-- Opening Marker --

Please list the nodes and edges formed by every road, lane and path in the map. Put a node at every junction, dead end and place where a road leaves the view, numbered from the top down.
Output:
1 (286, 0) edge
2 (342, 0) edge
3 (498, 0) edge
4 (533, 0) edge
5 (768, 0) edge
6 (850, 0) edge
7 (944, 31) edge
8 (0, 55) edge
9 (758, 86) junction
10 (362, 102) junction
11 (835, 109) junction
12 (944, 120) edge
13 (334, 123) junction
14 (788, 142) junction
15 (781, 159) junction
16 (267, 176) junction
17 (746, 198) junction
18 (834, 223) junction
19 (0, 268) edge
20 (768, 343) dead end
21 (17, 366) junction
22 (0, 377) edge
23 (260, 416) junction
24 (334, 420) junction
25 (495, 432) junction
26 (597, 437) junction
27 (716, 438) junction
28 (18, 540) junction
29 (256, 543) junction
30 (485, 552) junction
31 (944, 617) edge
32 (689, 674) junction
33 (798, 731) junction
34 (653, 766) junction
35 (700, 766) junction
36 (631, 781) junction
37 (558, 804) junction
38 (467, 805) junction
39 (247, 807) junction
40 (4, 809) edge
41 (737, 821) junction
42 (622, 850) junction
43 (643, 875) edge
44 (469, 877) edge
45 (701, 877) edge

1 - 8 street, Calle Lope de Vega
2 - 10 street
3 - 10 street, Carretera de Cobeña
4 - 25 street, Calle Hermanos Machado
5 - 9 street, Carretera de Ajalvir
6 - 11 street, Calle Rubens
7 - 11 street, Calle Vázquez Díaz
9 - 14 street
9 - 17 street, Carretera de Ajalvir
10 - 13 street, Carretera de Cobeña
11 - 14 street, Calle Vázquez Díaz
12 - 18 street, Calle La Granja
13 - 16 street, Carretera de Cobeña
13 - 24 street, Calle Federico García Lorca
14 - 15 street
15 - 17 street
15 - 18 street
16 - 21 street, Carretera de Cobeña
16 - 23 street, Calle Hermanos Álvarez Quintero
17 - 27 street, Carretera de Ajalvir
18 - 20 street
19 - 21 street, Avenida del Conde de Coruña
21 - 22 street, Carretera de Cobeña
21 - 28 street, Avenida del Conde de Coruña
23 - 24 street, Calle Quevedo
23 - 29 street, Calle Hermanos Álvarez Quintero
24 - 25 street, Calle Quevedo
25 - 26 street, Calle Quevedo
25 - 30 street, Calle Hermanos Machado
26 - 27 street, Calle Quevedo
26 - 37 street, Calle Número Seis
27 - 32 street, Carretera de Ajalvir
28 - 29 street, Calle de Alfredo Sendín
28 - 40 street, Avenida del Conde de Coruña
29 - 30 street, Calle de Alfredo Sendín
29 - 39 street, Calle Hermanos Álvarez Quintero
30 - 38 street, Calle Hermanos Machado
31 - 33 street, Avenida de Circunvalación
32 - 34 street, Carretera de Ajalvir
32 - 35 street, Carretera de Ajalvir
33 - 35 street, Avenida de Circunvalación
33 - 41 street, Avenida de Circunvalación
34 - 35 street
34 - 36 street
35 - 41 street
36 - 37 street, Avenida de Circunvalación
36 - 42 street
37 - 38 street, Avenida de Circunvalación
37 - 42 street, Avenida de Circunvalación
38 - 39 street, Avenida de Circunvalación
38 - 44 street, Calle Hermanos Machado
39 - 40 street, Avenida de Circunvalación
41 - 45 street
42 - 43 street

-- Closing Marker --

▶ [Task statement]: Report all lines in the records that include the string "Álvarez".

▶ [Exercise response]:
16 - 23 street, Calle Hermanos Álvarez Quintero
23 - 29 street, Calle Hermanos Álvarez Quintero
29 - 39 street, Calle Hermanos Álvarez Quintero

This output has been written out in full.